Organizations like banks and supermarkets have an ongoing and in-depth view of their customers’ data, providing deep insight into their behaviour - what appeals to them, what they’re looking for, and what their risk profile looks like.
By contrast, as an insurer you will get snapshot information at underwriting, but after that there’s little or no contact with a customer unless of course they make a claim, the point at which you find out most about their customers, good and bad.
Imagine you had the ability to track many of the things your customers take a gamble on today. Like it or not, phones are now being used to track our movements, both on our phones and our location, and IoT is able to track objects like fridges and washing machines to detect problems that could cause insurance risk, which may otherwise go unnoticed.
There are two key barriers keeping this information out of reach - people’s natural suspicion about how their personal data is being used and concern about its security, and the sector’s current inability to incentivise customers sufficiently to take it on.
Why should people let an insurer track their day to day activities if all they get in return is a small reduction in their premium? What’s far more likely to convince them is being offered something that significantly helps improve their life, keep them safe from harm or loss, or even save them money. So what might that look like?
Creating more data capture opportunities
Imagine your fridge has had a manufacturer recall notice for causing fires and your insurer can let you know immediately, cutting the risk to your home and property? This kind of protection against loss of possessions, and the resulting stress and inconvenience, is surely a genuine win-win scenario.
Of course, the rapid growth in this kind of data collection and exploitation comes with a threat from fraudsters seeking to hijack information and use it for criminal purposes, so it’s critical for insurers to protect customers against this too.

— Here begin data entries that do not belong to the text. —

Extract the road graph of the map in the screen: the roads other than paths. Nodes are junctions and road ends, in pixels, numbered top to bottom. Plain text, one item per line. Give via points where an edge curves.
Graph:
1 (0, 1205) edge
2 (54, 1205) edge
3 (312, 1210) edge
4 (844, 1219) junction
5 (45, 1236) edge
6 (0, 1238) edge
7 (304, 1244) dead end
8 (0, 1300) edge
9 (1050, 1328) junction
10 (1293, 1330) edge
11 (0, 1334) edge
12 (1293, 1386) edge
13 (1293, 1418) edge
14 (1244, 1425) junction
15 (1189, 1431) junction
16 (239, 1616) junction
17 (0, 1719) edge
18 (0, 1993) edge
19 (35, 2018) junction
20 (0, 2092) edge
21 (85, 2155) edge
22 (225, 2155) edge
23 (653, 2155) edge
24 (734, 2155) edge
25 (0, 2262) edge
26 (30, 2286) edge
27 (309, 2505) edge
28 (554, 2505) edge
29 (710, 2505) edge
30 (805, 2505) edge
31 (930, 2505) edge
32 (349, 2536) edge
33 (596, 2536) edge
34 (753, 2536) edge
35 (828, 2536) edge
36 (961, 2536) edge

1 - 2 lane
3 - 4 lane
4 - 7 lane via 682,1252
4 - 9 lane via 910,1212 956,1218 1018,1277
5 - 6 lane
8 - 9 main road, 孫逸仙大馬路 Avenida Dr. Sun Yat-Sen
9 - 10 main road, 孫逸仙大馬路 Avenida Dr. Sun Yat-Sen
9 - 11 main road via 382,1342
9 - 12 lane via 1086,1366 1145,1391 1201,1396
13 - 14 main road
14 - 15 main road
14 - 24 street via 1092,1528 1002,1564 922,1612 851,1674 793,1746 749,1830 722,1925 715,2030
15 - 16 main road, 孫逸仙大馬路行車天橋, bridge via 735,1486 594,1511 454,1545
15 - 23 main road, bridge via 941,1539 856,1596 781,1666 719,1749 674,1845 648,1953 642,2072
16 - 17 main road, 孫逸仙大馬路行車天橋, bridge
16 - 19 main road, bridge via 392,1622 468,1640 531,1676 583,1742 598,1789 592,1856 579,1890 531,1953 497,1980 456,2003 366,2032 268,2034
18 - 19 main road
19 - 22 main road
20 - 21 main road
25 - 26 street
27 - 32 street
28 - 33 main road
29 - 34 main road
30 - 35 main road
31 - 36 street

Data collaboration to combat cyber threats
In the past, claims systems have only passed the minimum data to fraud teams, focusing on required data for a single specific purpose. The technical challenges of cleansing and preparing data more broadly often outweighed the benefits of sharing it. Huge strides have been made in the fight to stay one step ahead of the criminals, and data sharing and analysis has a big part to play.
Today those barriers have been significantly reduced, creating greater data-sharing opportunities across teams to enable more accurate fraud identification, especially when combined with third-party and industry data, connected through advanced entity networks and link analysis.
Greater data-sharing opportunities and collaboration makes it easier to identify and understand good customers, not just the bad. For example, you as an insurers can delineate the risk profiles of an applicant who shares an address with another customer. Although the two may have the same address and possibly surname, their risk profiles could be wildly different.
If one has never made a claim, insurers will want to factor that into competitive rates; if the other is behind on renewals and applies for a second policy, insurers will want to ensure that’s flagged.
Insurers will no longer miss an opportunity with good customers because underwriting has not made the connection that a good fraud detection system does automatically.
At the end of the day, insurers are looking to protect good customers whether it’s preventing car theft or foiling fraudsters; and the trick to doing both lies in the data.